Croci lungo le strade.
Croci nei villaggi distrutti.
Croci nel cuore della gente.
Odio negli occhi degli uomini.
Odio nel seno delle madri.
Odio perfino nell’anima dei bambini.
A chi posso chiedere:
perchè tanto odio.
Perchè tanto scempio.
Perchè tanti morti.
A Te
Signore mi rivolgo
e Ti prego, ascolta la mia voce.
Non abbandonare il Tuo popolo
che ha perso la ragione.
EMOZIONI D’INCHIOSTRO TRASPARENTE
Pesanti lancette
Di orologi scordati
Ritagliano ombre
Nella stoffa dei sogni
Una musica lieve
Avvolge nel buio
I nostri corpi lontani
L’alba è un miraggio di sabbia
L’inverno dentro il cuore
Seppellisce parole nel passato
Muovendo altri passi
Su strade già perse
Cerco la via che porta a me
Il tuo amore di cristallo
Scompare nell’inchiostro
Nero di vergogna
Mentre una poesia
Di metafore in plastica
Lo nasconde per sempre
Mi abbandono a te
Solitudine sensuale
Solitudine assassina
Di gioie e sofferenze
Abbracciami di silenzio
Ingannami ancora
Con l’infinita promessa
Di un equilibrio irreale
IL COMPLEANNO
Sono nato il 19 di Marzo
a San Giuseppe - Festa del papà.
Quel giorno nessuno festeggiò
la lieta coincidenza
di quella paternità
non voluta, forse ignorata.
La madre, quella domenica
triste di sgravò del peso,
tra lacrime, sangue,
dolore e tormenti
che pure sparse in me,
con dolce regalo sgradito.
Poi uscì dall’ospedale,
lasciando quel pianto di carne
alle cure di infermiere pazienti,
leggera nel grembo
ma svuotata d’amore,
e col seno generoso di latte
si disperse nel mondo.
Dopo tanti anni, io ancora
non oso celebrare quel giorno
che non mi rese felice.
Aspetto che passi, soltanto
mi volgo invano allo specchio
cercando quei tratti familiari,
oscuri e ignoti.
E pensando a quel San Giuseppe lontano
non piango, ma mi si stampa in viso
un muto ed amaro sorriso,
e chiuso nel mio segreto rifugio
osservo il volto sgomento
di quella giovane donna impaurita
che troppo presto ebbe in seno una vita.
AUTUNNO
Corrosa cartapesta accartocciata dal crono,
rossi spiriti, sottili sementi,
lievi lacrime leggere e vaganti,
dalla pianta piante, alla terra in dono.
Piovono placidi, paiono piume,
decrepiti frammenti di rugosi tessutii
poi aureo manto di fragranti tappeti,
profuma il bosco di soffuso lume.
Funghi grassi, generosi, gongolanti
la terra partorisce, saporiti, spugnosi.
Il castagno fiorisce ricci tondi, spinosi,
brune campanelle al vento vibranti.
Di copiosi grappoli pieni e traboccanti,
pullulano pergolati opulenti
croccanti chicchi succosi tra i denti
e dolce ambrosia sulle papille fiammanti.
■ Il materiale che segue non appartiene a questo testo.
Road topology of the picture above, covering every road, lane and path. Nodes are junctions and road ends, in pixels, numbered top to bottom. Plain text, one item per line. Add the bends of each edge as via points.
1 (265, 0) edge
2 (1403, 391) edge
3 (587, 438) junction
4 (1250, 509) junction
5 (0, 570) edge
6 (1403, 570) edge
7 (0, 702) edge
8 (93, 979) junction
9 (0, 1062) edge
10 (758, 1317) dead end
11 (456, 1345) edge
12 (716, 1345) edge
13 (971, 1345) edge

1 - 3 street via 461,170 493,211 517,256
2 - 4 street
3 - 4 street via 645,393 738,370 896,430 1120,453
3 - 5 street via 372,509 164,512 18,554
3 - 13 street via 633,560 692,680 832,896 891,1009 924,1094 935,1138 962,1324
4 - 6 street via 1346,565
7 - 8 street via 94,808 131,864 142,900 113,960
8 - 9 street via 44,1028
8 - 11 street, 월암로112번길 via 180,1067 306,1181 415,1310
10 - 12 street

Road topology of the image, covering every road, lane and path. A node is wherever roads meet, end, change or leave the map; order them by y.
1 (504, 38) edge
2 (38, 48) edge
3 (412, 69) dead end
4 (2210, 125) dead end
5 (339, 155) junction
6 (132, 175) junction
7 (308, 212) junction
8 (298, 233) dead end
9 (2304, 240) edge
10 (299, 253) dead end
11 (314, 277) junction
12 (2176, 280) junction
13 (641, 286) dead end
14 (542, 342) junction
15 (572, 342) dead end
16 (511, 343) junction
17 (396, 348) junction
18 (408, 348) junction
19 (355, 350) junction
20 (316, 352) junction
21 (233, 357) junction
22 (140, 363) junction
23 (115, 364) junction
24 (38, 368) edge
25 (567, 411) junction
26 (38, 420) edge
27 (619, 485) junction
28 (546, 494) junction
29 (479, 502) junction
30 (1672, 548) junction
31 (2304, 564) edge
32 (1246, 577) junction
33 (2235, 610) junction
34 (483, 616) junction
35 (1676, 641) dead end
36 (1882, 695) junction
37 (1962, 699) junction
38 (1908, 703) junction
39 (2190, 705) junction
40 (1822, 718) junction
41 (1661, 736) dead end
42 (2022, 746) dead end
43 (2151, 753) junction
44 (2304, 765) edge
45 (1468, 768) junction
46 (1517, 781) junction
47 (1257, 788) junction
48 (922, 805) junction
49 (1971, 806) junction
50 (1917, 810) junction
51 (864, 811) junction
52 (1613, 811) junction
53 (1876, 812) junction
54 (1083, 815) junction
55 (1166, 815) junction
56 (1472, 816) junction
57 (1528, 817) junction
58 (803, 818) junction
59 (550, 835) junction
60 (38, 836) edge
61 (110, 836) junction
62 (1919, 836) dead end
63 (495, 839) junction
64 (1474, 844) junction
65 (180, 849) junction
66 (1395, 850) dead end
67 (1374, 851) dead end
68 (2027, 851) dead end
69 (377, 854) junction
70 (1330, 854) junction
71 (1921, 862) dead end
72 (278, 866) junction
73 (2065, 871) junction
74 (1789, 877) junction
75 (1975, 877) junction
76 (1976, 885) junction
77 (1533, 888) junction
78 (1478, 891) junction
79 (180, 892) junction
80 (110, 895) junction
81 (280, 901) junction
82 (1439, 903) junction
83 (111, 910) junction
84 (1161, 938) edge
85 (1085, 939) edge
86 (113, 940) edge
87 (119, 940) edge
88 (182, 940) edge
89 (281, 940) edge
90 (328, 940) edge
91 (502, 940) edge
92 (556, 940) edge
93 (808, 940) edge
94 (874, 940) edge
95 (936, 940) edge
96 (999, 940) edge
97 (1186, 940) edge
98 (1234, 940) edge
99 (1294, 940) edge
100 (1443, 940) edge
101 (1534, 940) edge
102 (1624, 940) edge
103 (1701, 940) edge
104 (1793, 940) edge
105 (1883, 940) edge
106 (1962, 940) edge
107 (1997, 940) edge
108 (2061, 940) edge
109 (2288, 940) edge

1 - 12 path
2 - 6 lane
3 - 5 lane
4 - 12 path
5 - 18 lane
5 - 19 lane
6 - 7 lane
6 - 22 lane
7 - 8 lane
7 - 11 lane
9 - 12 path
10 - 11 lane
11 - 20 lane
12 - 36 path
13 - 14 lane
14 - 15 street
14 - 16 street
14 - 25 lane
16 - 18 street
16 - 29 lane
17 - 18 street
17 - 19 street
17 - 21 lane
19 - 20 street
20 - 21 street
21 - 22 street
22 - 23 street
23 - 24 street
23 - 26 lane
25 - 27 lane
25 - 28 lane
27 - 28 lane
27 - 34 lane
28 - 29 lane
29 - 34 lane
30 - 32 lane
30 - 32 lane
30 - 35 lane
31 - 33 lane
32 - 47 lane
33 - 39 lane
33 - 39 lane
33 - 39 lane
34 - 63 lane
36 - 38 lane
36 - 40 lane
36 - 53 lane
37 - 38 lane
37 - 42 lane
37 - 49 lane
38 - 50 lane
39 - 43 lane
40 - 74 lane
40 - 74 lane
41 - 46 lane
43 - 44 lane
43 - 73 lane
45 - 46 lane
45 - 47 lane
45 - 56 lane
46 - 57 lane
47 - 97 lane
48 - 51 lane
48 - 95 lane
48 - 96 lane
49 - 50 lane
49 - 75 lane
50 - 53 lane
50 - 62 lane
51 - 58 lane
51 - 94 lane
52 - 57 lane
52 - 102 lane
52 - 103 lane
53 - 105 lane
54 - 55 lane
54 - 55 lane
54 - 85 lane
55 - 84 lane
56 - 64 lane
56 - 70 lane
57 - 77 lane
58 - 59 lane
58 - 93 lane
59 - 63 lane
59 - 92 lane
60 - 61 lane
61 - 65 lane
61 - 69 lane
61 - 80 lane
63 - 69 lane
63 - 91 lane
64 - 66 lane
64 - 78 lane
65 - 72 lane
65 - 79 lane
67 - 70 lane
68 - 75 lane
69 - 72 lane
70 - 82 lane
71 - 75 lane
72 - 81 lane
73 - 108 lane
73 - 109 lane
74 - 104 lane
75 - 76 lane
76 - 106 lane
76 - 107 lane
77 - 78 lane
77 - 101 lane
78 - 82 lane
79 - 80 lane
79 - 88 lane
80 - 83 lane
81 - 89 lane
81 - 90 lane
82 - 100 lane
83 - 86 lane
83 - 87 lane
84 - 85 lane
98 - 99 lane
Il velluto, smeraldo e latente,
fodera, sonnolento e silenzioso,
addormenta il bosco, seducente
col soffice guanciale odoroso.
Il cupo piombo della vuota volta
si graffia di migranti e neri voli,
rigida e sinuosa nube folta,
presagio di novelle liete o doli.
La tacita atmosfera di partenza
s’infonde nel sangue e nella linfa
ed il grigio s’insidia con violenza,
impera una purpurea e gialla ninfa.
Un vento di vecchiaia e cose amare
trascorre i rami ruvidi e ritorti,
nell’accanito intento di rubare
gli anelli dai pietosi arti morti.
Rossi spiriti, grossi grappoli,
muschi morbidi, rami ruvidi,
terra torbida, tinte tremuli,
erranti rondini, gialli vividi,
pioggia pallida, grevi giuggioli,
luci lucide, soli languidi.
Languenti lacrime e tu già riparti
la gola strozzata, gli occhi roventi
ti fermi un istante, no, non voltarti,
poi lune di interni feroci lamenti,
soli di ricordi, di recitar parti
vivendo nei nostri passati presenti
oh vento d’autunno che profani le piante
perchè hai penetrato il mio animo amante?
RAMI
Rami protesi al cielo,
in un giorno di primavera,
germogli nuovi
speranze sbocciate alla vita.
Rami protesi al cielo
in un giorno d’estate,
“prendete vi prego i miei frutti
prima che cadano dimenticati
sulla nuda terra”.
Rami protesi al cielo
in un giorno d’autunno,
foglie secche portate dal vento
ricordi e tempi perduti.
Rami protesi al cielo
in un giorno d’inverno.
Io sono un albero,
le mie braccia
rami secchi,
nudi e stanchi
protesi verso il cielo,
nell’attesa di una nuova stagione.
VORREI
Vorrei vedere il mondo con gli occhi di un bambino,
ora come allora,
quando uno scalino pareami ancora
una irta montagna da scalare
e un albero un gigante che,
scosso i rami dal vento che incalzava,
piegandosi sul fusto suo possente,
con le sue fronde
nel movimento mi sfiorava
quasi volesse il mio viso accarezzare.
Vorrei poter ancor fantasticare
di folletti e di fate che nel bosco stavan e,
talvolta, nel silenzio del meriggio
in coro mi chiamavan
per partecipare alla serena gioia
che, in quelle ore quiete,
del prato in mezzo ai fior io mi godea.
Vorrei scorgere ancor quel microcosmo
che silenzioso e indaffarato si cela al di sotto di uno stelo
e beata coricarmi su un tappeto azzurro,
soltanto trapuntato di non ti scordar di me.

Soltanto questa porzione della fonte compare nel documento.